I should be writing a dissertation proposal right now- possibly a very major decision, if I decide to do a masters. Do I choose something that I enjoy, something I’m good at or something that’s fairly new?
I’ve realised all these decisions I make, and perhaps that you make too, are so often done under fear. We often feel like we can’t choose certain options. I could choose to do a question on Language in Marketing, and hope that gets me a job. It might, I’ll pretend it fascinates me and get a corporate seat in PR. But is it worth it?
What if I research something I enjoy, but it ends up not being useful?
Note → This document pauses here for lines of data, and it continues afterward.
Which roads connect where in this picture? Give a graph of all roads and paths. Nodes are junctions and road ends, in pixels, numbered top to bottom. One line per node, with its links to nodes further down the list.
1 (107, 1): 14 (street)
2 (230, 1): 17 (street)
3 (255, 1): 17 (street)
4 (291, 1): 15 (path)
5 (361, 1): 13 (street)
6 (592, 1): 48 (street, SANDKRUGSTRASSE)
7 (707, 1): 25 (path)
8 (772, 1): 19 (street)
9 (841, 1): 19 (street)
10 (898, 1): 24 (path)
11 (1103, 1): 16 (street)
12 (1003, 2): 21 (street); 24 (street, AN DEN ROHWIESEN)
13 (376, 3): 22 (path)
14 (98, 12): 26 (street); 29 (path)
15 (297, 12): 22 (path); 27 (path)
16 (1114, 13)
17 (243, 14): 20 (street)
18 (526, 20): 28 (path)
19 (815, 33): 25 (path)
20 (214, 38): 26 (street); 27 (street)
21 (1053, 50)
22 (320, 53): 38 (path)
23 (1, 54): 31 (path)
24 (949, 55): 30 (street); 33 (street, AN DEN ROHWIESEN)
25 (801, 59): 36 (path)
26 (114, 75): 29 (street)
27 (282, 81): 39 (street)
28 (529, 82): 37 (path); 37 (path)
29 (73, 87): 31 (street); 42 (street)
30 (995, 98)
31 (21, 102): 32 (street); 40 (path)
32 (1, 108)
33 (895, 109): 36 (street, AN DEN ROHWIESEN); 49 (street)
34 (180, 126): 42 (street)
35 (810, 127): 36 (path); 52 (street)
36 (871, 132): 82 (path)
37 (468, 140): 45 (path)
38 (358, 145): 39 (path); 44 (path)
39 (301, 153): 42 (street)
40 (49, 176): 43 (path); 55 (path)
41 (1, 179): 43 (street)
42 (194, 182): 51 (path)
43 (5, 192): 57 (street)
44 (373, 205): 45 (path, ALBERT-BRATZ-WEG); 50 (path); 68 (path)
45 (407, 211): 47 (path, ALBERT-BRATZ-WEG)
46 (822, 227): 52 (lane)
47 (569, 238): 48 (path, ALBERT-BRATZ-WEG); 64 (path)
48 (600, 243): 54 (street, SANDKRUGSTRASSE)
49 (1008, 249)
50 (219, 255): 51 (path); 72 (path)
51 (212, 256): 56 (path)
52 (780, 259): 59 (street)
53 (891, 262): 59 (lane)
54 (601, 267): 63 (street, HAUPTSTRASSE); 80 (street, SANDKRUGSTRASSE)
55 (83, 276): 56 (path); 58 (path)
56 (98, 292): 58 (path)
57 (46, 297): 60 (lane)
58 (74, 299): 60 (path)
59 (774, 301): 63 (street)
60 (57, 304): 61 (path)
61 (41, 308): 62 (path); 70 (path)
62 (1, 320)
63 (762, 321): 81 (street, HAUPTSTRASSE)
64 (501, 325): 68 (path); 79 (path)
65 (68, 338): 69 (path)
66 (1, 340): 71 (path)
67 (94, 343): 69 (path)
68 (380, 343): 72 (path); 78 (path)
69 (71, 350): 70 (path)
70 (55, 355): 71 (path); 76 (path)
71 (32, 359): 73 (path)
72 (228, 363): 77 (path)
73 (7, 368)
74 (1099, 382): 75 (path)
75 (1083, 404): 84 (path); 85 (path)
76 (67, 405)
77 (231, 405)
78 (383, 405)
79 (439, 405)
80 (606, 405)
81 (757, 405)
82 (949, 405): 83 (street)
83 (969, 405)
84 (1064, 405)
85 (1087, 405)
What if I do something new but won’t grasp it enough, and end up failing.
We run on fear. We don’t make our own decisions really, do we? We’ve had fear bashed into our heads, especially in school. A lot of parents have bought us up saying “don’t eat chocolate or your teeth will rot” or “you have to get into univeristy or you won’t get a job.” Both are of course false, but after having the same narrative bashed into us over time, we use fear as a mechanism in decision making. From that stem anxiety disorders.
I was walking by the canal near my house today, and was thinking about all the people I now who decided to do what they want. Some started a business in what was passionate to them, others moved country. I imagined-
If I was sitting in a comfy chair with a phsycologist, and he asked me what I wanted to do with my life, what would I say?
From what I’ve watched of Professor Jordan Peterson, I’ve understood that our problems stem from a lack of balance between chaos and order. Life can’t be too easy, but not too difficult. Seems obvious, but it’s not so obvious how to apply it to life.
I realised that inside, I want to take risks. I want to develop my talents. The one’s my family stopped me from persuing. I’d make a plan for my life and stick to it.
This came to in a seconds flash, and you know what? I’m gonna do it.